– Наступай! Наступать, я приказываю! – кричал Святослав.
Было плохо видно с его места, почему дружины, даже хирдманы Хакона и Тородда, стоят по щиколотку в растоптанной, смешанной с кровью грязи и не идут дальше.
Видя, что наступать по прямой невозможно, Величар с частью своих людей подался назад. Конь перенес боярина через ручей, а отроки его по грудь в ледяной воде побрели следом. На краю поля русский строй почти упирался в берег, но за ручьем древляне прошли к русам в тыл. Оттуда вновь начали стрелять.

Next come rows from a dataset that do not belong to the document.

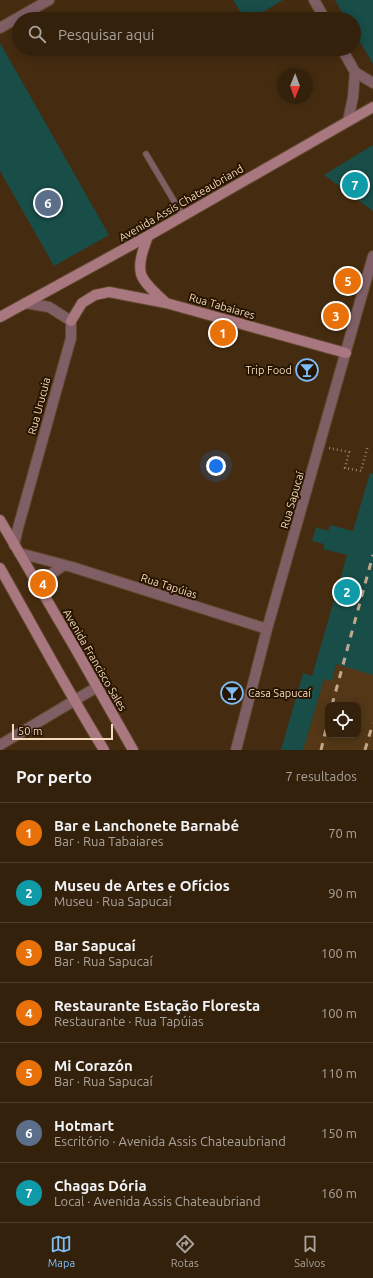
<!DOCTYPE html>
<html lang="pt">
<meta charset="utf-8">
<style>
:root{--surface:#34210c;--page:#3f2e1a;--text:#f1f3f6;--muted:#a9a39d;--line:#4e3e2d;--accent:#7dbef9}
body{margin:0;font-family:Ubuntu,sans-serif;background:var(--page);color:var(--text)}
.controls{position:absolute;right:12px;bottom:12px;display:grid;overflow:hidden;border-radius:8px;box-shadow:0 2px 10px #0003}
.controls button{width:36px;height:36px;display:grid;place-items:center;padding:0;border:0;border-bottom:1px solid var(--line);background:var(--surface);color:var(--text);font:20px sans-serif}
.compass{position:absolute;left:277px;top:68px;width:36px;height:36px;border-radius:50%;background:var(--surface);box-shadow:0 2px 10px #0003;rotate:181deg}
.scale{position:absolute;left:12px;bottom:10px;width:101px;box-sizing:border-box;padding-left:4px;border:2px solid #f5dabf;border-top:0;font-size:11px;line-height:14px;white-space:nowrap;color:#f5dabf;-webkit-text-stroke:3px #281501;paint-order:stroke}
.you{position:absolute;left:216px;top:466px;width:14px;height:14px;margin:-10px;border:3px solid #fff;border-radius:50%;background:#1a73e8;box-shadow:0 0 0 6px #1a73e833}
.badge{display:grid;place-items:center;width:26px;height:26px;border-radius:50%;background:var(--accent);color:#fff;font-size:13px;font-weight:700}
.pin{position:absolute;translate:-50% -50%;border:2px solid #fff;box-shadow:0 1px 4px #0006}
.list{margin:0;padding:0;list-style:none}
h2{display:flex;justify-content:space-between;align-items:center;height:52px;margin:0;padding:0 16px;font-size:17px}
h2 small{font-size:13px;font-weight:400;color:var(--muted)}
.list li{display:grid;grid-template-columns:26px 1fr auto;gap:12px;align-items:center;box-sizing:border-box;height:60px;padding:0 16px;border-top:1px solid var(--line)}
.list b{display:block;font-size:15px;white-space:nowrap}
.list p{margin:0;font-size:13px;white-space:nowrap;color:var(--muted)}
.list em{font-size:13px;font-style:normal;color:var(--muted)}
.icon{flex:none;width:22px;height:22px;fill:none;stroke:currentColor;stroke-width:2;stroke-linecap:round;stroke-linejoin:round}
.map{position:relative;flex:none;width:373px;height:750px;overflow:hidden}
.search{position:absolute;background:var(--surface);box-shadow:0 2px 10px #0003;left:12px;right:12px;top:12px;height:44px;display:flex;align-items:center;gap:10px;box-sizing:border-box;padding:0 14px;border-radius:22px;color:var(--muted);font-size:15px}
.sheet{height:472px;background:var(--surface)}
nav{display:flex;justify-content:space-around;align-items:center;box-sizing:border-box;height:56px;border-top:1px solid var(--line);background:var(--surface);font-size:11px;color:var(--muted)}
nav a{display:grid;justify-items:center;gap:2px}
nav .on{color:var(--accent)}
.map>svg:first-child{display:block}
.built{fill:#533717;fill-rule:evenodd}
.building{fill:#184d48}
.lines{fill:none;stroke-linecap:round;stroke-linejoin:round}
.lane-casing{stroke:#61482c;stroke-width:7}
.street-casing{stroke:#61482c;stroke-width:12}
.secondary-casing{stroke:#61482c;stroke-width:12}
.path{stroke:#9b8165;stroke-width:2.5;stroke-dasharray:1 3;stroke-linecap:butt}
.lane{stroke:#7f5f65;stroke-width:5.5}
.street{stroke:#7f5f65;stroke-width:10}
.secondary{stroke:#a97780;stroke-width:10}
.rail{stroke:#c2a78c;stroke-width:3;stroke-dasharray:7 7;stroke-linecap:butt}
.labels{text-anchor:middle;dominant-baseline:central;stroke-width:4;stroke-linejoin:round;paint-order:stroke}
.street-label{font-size:11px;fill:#f5dabf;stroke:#281501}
.poi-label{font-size:11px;fill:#f5dabf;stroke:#281501;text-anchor:end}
</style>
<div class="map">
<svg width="373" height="750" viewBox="0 0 373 750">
<rect width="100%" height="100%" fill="#452c10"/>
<path class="built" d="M373,536V750H303L324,679L332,680ZM328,705H358V735H328Z"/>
<path class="building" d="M233,0H283L251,19H245Z
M335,0H373V64L354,32V19H346Z
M0,43L109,235L54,266L0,171Z
M373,145V211L324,175Z
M370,473L373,474V675L336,664L332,681L324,679L303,750H281L303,673L312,676L347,555L323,549L324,544L312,541L316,527L328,531L330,525L353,531Z"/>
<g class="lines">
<g class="lane-casing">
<path id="lane" d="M146,154L183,216"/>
</g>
<g class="street-casing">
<path id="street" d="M314,0L325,19
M0,28L49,0
M342,49L355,72L373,83
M348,121L353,97L355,72
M14,545L18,528L71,338V321L49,307L25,303
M19,553L72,567L267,629
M39,588L50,575L64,565
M0,745L97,687
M236,750L267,629L373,256"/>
</g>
<g class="secondary-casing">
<path id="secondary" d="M148,236C144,248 138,261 141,274C144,284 159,296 166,303
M0,317L148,236L373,107
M71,321L82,303L95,295L109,292L166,303L346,353
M0,520L75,648L133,750
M0,568C34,628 67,690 104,750"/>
</g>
<path class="path" d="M329,448L349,452L345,468L361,471L368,445"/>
<use href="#lane" class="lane"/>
<use href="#street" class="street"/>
<use href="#secondary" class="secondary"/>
<path class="rail" d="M332,705L373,555
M321,750L328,721
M365,750L373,723"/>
</g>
<defs>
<g id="bar-ring" transform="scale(1.15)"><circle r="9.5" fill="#281501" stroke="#7dbef9" stroke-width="1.5"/><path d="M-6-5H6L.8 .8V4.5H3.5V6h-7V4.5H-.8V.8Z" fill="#7dbef9"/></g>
</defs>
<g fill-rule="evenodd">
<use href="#bar-ring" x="307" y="370"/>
<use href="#bar-ring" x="232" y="693"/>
</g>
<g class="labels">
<g class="street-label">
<text transform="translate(181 203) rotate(-30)">Avenida Assis Chateaubriand</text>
<text transform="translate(222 306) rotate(16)">Rua Tabaiares</text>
<text transform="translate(39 406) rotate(-75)">Rua Urucuia</text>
<text transform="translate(292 500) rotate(-74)">Rua Sapucaí</text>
<text transform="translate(169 586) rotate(18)">Rua Tapúias</text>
<text transform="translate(95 660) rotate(60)">Avenida Francisco Sales</text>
</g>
<g class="poi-label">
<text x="292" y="370">Trip Food</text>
<text x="248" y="693" text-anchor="start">Casa Sapucaí</text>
</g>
</g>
</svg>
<div class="controls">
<button><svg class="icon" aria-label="locate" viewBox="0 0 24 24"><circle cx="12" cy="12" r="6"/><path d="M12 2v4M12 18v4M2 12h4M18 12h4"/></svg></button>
</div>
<svg class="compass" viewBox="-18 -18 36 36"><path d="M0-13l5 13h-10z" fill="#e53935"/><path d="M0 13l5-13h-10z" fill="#a9a39d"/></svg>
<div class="scale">50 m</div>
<div class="you"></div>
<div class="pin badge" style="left:223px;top:333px;background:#e8710a">1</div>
<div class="pin badge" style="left:347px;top:592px;background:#0f9aa8">2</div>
<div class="pin badge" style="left:336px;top:316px;background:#e8710a">3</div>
<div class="pin badge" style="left:43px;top:584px;background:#e8710a">4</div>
<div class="pin badge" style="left:348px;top:281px;background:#e8710a">5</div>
<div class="pin badge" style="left:48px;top:203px;background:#5c6f8a">6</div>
<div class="pin badge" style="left:355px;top:185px;background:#0f9aa8">7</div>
<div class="search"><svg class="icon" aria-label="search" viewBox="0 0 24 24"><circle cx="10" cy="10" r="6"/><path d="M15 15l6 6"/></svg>Pesquisar aqui</div>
</div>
<section class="sheet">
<h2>Por perto<small>7 resultados</small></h2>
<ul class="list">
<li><span class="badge" style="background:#e8710a">1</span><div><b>Bar e Lanchonete Barnabé</b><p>Bar · Rua Tabaiares</p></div><em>70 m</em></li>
<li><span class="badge" style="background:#0f9aa8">2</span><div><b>Museu de Artes e Ofícios</b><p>Museu · Rua Sapucaí</p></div><em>90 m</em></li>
<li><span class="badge" style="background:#e8710a">3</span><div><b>Bar Sapucaí</b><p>Bar · Rua Sapucaí</p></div><em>100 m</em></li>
<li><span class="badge" style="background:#e8710a">4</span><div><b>Restaurante Estação Floresta</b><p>Restaurante · Rua Tapúias</p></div><em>100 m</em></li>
<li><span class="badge" style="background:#e8710a">5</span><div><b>Mi Corazón</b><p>Bar · Rua Sapucaí</p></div><em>110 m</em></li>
<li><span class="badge" style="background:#5c6f8a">6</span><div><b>Hotmart</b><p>Escritório · Avenida Assis Chateaubriand</p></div><em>150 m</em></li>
<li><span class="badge" style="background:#0f9aa8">7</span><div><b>Chagas Dória</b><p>Local · Avenida Assis Chateaubriand</p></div><em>160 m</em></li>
</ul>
</section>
<nav>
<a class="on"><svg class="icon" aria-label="map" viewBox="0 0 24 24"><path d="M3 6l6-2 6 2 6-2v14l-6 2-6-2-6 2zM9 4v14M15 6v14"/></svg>Mapa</a>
<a><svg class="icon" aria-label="directions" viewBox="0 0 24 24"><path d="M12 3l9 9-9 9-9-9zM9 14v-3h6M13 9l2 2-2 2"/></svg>Rotas</a>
<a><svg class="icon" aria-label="saved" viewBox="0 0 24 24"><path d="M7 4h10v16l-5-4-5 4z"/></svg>Salvos</a>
</nav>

Но обрести прежний накал битва уже не могла. С обеих сторон было много раненых, люди изнемогали от усталости. Каждый шаг требовал усилий, чтобы вытащить ногу из липкой грязи на разбитой пашне.
Почему-то вдруг стало плохо видно. Казалось, мутнеет в глазах, залитых потом. Между землей и небом повисла белесая пелена. Это пошел снег – крупный, влажный, густой, перемежаемый каплями ледяного дождя. Нельзя было понять, где свои, где чужие. Кричать не было сил, сорванные глотки лишь хрипели.
Тородд взглянул на небо, стирая мокрые хлопья с лица, и приказал трубачу: все назад! Заревел рог, приказывая отходить, за ним другой. Пашня напитывалась влагой и раскисала на глазах, люди проваливались почти по колено. Затухали последние стычки. Промозглый холод, пробираясь под распахнутые кожухи, леденил пропотевшую одежду на разгоряченных телах.
– Почему назад? – Святослав подскакал к Тородду. – Я приказываю наступать! Они уходят, мы должны перебить их!
– Нет, княже! – Тородд покачал головой. – Не сейчас. Соберем раненых, выстроим дружины, дадим людям дух перевести. Потом дальше пойдем. Вон там – Искоростень, до него и поприща нет. Никуда от нас Володислав не денется.
– Но он сказал, что у него меч моего отца!
– Ну так он его из рук не выпустит. Где голову Володислава возьмем, там и меч княжий будет.
С неохотой Святослав был вынужден покориться опытности воевод. Он больше не видел своего войска, сквозь пелену снега мог лишь разобрать, как в беспорядке ходят туда-сюда люди, собираются кучками к своим боярам. Ведут под руки, волокут на закорках раненых. Тащат убитых. На поле не было видно ровной поверхности: везде лежали тела, уже обрисованные тонким покрывалом хлопьев. Их было так много, что брала жуть.
Древляне исчезли с глаз – отошли за овраг, к Искоростеню. На поле, где недавно гремело оружие, гудели рога, раздавались боевые кличи, крики ярости и вопли боли, стало тихо. Настолько тихо, что вновь резанул ухо пронзительный вороний грай.
– Так я не понял, – Святослав подался к Асмунду, – кто победил? Мы? Мы же победили?
С детства он слышал множество саг и преданий о великих сражениях. Когда боги спускаются на поле или сами ведут свою брань в небесах. С пятилетнего возраста он знал, что эти сражения и победы в них – его законный удел по праву рождения. Но теперь… ему устроили какую-то неправильную, не настоящую битву. Какие тут боги! Ни Перуна, ни Одина он не мог разглядеть в этой мешанине тел. Много шума, беготни, непонятных перемещений… грязь, везде грязь… кровь на одежде, на лицах тяжело дышащих отроков… Густые брызги грязи на людях и лошадях… Усталость… остановившиеся глаза, судорожно ходящие кадыки… Где же валькирии в золотых шлемах? Где торжество?
– Мы победили, княже, – успокаивающе кивнул Тородд. – Побеждает тот, за кем осталось поле…
– Кто трупье собирает, – мрачно подсказал Асмунд.
– Да, истинно так, – кивнул Тородд. – А вот это все теперь наше, – он обвел рукой клин уничтоженной пашни.
Марена засеяла свое поле многими сотнями трупов.